[Opening Information given section]
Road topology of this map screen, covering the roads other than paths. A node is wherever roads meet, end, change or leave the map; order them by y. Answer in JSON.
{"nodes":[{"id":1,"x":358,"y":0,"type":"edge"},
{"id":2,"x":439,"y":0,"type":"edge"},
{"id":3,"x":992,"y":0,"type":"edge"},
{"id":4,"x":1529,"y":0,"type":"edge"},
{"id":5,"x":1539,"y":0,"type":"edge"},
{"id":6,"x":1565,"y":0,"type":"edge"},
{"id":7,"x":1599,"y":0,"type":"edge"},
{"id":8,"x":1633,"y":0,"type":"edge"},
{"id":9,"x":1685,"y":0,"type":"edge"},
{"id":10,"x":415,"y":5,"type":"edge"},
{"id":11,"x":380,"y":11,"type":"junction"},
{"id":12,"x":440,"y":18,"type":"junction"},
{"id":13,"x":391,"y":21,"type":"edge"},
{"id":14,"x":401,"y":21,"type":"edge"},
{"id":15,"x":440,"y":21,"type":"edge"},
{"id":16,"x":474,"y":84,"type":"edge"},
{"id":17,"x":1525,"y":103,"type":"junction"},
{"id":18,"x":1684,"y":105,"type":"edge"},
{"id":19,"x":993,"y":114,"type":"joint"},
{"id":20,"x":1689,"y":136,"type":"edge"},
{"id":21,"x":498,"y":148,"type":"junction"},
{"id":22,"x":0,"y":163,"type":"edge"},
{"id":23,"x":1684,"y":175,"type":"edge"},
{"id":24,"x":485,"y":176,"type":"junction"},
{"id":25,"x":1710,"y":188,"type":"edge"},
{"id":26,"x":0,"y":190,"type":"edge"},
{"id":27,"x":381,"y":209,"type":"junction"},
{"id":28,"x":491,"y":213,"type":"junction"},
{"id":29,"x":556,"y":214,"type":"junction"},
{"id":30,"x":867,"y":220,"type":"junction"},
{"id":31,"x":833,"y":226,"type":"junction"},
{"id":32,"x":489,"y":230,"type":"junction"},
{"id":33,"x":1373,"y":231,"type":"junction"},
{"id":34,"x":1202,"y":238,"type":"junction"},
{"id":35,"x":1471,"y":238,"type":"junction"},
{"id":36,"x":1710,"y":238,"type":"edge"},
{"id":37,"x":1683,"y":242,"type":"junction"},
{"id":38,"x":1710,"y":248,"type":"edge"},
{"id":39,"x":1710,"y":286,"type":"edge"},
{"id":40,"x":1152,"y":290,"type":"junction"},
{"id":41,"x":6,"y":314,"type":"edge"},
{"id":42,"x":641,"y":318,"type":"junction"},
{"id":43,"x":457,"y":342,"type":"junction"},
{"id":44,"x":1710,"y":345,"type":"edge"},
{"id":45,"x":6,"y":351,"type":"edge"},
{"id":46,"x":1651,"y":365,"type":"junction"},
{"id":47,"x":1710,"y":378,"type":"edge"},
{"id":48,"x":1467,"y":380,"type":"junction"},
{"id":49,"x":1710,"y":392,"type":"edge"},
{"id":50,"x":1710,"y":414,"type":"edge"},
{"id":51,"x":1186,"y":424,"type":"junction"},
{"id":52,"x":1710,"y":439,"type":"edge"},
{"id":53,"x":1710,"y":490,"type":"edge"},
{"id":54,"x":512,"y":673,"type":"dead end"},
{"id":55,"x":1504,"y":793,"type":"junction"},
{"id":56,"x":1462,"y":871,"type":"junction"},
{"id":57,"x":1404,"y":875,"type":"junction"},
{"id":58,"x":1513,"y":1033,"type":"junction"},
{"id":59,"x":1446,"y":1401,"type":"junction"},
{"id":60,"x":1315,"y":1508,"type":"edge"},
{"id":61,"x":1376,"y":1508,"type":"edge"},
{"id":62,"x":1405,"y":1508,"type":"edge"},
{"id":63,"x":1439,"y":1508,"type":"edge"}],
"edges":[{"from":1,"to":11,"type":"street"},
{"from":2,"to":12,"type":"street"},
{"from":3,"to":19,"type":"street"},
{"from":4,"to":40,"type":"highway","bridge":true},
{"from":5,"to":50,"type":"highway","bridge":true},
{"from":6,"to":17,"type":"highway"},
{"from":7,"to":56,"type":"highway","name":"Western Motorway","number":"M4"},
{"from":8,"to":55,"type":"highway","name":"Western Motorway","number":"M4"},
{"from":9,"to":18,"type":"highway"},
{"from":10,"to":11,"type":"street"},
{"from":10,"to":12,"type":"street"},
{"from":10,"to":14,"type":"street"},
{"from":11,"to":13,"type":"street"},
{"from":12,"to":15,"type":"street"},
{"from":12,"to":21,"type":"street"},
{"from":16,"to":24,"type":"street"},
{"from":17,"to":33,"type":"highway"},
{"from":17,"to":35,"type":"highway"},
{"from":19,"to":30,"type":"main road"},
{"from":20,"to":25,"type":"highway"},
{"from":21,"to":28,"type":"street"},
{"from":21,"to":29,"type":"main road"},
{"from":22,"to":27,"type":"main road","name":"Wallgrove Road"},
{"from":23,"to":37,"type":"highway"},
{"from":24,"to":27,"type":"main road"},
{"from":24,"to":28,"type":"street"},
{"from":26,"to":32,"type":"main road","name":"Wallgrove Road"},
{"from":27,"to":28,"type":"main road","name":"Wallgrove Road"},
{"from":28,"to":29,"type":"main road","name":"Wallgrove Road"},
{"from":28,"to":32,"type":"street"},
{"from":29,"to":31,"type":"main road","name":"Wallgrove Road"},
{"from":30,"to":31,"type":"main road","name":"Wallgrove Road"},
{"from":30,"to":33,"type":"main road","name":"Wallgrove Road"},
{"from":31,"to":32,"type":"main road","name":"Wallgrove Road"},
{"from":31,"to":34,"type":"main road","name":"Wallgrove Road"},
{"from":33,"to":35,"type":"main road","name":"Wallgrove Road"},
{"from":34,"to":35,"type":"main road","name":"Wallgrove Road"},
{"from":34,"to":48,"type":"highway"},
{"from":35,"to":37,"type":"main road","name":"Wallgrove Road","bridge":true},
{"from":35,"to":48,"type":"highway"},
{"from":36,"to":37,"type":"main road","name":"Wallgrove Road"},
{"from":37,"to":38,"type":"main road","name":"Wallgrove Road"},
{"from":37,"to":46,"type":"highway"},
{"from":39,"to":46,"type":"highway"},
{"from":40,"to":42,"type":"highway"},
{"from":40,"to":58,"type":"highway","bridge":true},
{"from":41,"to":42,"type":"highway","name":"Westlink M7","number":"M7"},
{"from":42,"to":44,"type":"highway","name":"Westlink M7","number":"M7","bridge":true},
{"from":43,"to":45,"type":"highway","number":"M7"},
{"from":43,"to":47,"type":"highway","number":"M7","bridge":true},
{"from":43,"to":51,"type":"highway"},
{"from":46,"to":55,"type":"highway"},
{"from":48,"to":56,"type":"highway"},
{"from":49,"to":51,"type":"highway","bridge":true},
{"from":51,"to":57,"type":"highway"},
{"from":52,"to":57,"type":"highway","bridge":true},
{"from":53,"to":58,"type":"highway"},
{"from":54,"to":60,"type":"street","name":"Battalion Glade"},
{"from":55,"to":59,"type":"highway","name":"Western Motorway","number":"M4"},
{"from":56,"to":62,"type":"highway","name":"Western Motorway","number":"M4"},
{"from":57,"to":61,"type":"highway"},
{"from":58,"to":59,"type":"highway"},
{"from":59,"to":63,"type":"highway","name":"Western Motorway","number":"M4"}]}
[Closing Information given section]
## Brief
An exact copy of the listing above is needed, so write it out again.

## Response below
Road topology of this map screen, covering the roads other than paths. A node is wherever roads meet, end, change or leave the map; order them by y. Answer in JSON.
{"nodes":[{"id":1,"x":358,"y":0,"type":"edge"},
{"id":2,"x":439,"y":0,"type":"edge"},
{"id":3,"x":992,"y":0,"type":"edge"},
{"id":4,"x":1529,"y":0,"type":"edge"},
{"id":5,"x":1539,"y":0,"type":"edge"},
{"id":6,"x":1565,"y":0,"type":"edge"},
{"id":7,"x":1599,"y":0,"type":"edge"},
{"id":8,"x":1633,"y":0,"type":"edge"},
{"id":9,"x":1685,"y":0,"type":"edge"},
{"id":10,"x":415,"y":5,"type":"edge"},
{"id":11,"x":380,"y":11,"type":"junction"},
{"id":12,"x":440,"y":18,"type":"junction"},
{"id":13,"x":391,"y":21,"type":"edge"},
{"id":14,"x":401,"y":21,"type":"edge"},
{"id":15,"x":440,"y":21,"type":"edge"},
{"id":16,"x":474,"y":84,"type":"edge"},
{"id":17,"x":1525,"y":103,"type":"junction"},
{"id":18,"x":1684,"y":105,"type":"edge"},
{"id":19,"x":993,"y":114,"type":"joint"},
{"id":20,"x":1689,"y":136,"type":"edge"},
{"id":21,"x":498,"y":148,"type":"junction"},
{"id":22,"x":0,"y":163,"type":"edge"},
{"id":23,"x":1684,"y":175,"type":"edge"},
{"id":24,"x":485,"y":176,"type":"junction"},
{"id":25,"x":1710,"y":188,"type":"edge"},
{"id":26,"x":0,"y":190,"type":"edge"},
{"id":27,"x":381,"y":209,"type":"junction"},
{"id":28,"x":491,"y":213,"type":"junction"},
{"id":29,"x":556,"y":214,"type":"junction"},
{"id":30,"x":867,"y":220,"type":"junction"},
{"id":31,"x":833,"y":226,"type":"junction"},
{"id":32,"x":489,"y":230,"type":"junction"},
{"id":33,"x":1373,"y":231,"type":"junction"},
{"id":34,"x":1202,"y":238,"type":"junction"},
{"id":35,"x":1471,"y":238,"type":"junction"},
{"id":36,"x":1710,"y":238,"type":"edge"},
{"id":37,"x":1683,"y":242,"type":"junction"},
{"id":38,"x":1710,"y":248,"type":"edge"},
{"id":39,"x":1710,"y":286,"type":"edge"},
{"id":40,"x":1152,"y":290,"type":"junction"},
{"id":41,"x":6,"y":314,"type":"edge"},
{"id":42,"x":641,"y":318,"type":"junction"},
{"id":43,"x":457,"y":342,"type":"junction"},
{"id":44,"x":1710,"y":345,"type":"edge"},
{"id":45,"x":6,"y":351,"type":"edge"},
{"id":46,"x":1651,"y":365,"type":"junction"},
{"id":47,"x":1710,"y":378,"type":"edge"},
{"id":48,"x":1467,"y":380,"type":"junction"},
{"id":49,"x":1710,"y":392,"type":"edge"},
{"id":50,"x":1710,"y":414,"type":"edge"},
{"id":51,"x":1186,"y":424,"type":"junction"},
{"id":52,"x":1710,"y":439,"type":"edge"},
{"id":53,"x":1710,"y":490,"type":"edge"},
{"id":54,"x":512,"y":673,"type":"dead end"},
{"id":55,"x":1504,"y":793,"type":"junction"},
{"id":56,"x":1462,"y":871,"type":"junction"},
{"id":57,"x":1404,"y":875,"type":"junction"},
{"id":58,"x":1513,"y":1033,"type":"junction"},
{"id":59,"x":1446,"y":1401,"type":"junction"},
{"id":60,"x":1315,"y":1508,"type":"edge"},
{"id":61,"x":1376,"y":1508,"type":"edge"},
{"id":62,"x":1405,"y":1508,"type":"edge"},
{"id":63,"x":1439,"y":1508,"type":"edge"}],
"edges":[{"from":1,"to":11,"type":"street"},
{"from":2,"to":12,"type":"street"},
{"from":3,"to":19,"type":"street"},
{"from":4,"to":40,"type":"highway","bridge":true},
{"from":5,"to":50,"type":"highway","bridge":true},
{"from":6,"to":17,"type":"highway"},
{"from":7,"to":56,"type":"highway","name":"Western Motorway","number":"M4"},
{"from":8,"to":55,"type":"highway","name":"Western Motorway","number":"M4"},
{"from":9,"to":18,"type":"highway"},
{"from":10,"to":11,"type":"street"},
{"from":10,"to":12,"type":"street"},
{"from":10,"to":14,"type":"street"},
{"from":11,"to":13,"type":"street"},
{"from":12,"to":15,"type":"street"},
{"from":12,"to":21,"type":"street"},
{"from":16,"to":24,"type":"street"},
{"from":17,"to":33,"type":"highway"},
{"from":17,"to":35,"type":"highway"},
{"from":19,"to":30,"type":"main road"},
{"from":20,"to":25,"type":"highway"},
{"from":21,"to":28,"type":"street"},
{"from":21,"to":29,"type":"main road"},
{"from":22,"to":27,"type":"main road","name":"Wallgrove Road"},
{"from":23,"to":37,"type":"highway"},
{"from":24,"to":27,"type":"main road"},
{"from":24,"to":28,"type":"street"},
{"from":26,"to":32,"type":"main road","name":"Wallgrove Road"},
{"from":27,"to":28,"type":"main road","name":"Wallgrove Road"},
{"from":28,"to":29,"type":"main road","name":"Wallgrove Road"},
{"from":28,"to":32,"type":"street"},
{"from":29,"to":31,"type":"main road","name":"Wallgrove Road"},
{"from":30,"to":31,"type":"main road","name":"Wallgrove Road"},
{"from":30,"to":33,"type":"main road","name":"Wallgrove Road"},
{"from":31,"to":32,"type":"main road","name":"Wallgrove Road"},
{"from":31,"to":34,"type":"main road","name":"Wallgrove Road"},
{"from":33,"to":35,"type":"main road","name":"Wallgrove Road"},
{"from":34,"to":35,"type":"main road","name":"Wallgrove Road"},
{"from":34,"to":48,"type":"highway"},
{"from":35,"to":37,"type":"main road","name":"Wallgrove Road","bridge":true},
{"from":35,"to":48,"type":"highway"},
{"from":36,"to":37,"type":"main road","name":"Wallgrove Road"},
{"from":37,"to":38,"type":"main road","name":"Wallgrove Road"},
{"from":37,"to":46,"type":"highway"},
{"from":39,"to":46,"type":"highway"},
{"from":40,"to":42,"type":"highway"},
{"from":40,"to":58,"type":"highway","bridge":true},
{"from":41,"to":42,"type":"highway","name":"Westlink M7","number":"M7"},
{"from":42,"to":44,"type":"highway","name":"Westlink M7","number":"M7","bridge":true},
{"from":43,"to":45,"type":"highway","number":"M7"},
{"from":43,"to":47,"type":"highway","number":"M7","bridge":true},
{"from":43,"to":51,"type":"highway"},
{"from":46,"to":55,"type":"highway"},
{"from":48,"to":56,"type":"highway"},
{"from":49,"to":51,"type":"highway","bridge":true},
{"from":51,"to":57,"type":"highway"},
{"from":52,"to":57,"type":"highway","bridge":true},
{"from":53,"to":58,"type":"highway"},
{"from":54,"to":60,"type":"street","name":"Battalion Glade"},
{"from":55,"to":59,"type":"highway","name":"Western Motorway","number":"M4"},
{"from":56,"to":62,"type":"highway","name":"Western Motorway","number":"M4"},
{"from":57,"to":61,"type":"highway"},
{"from":58,"to":59,"type":"highway"},
{"from":59,"to":63,"type":"highway","name":"Western Motorway","number":"M4"}]}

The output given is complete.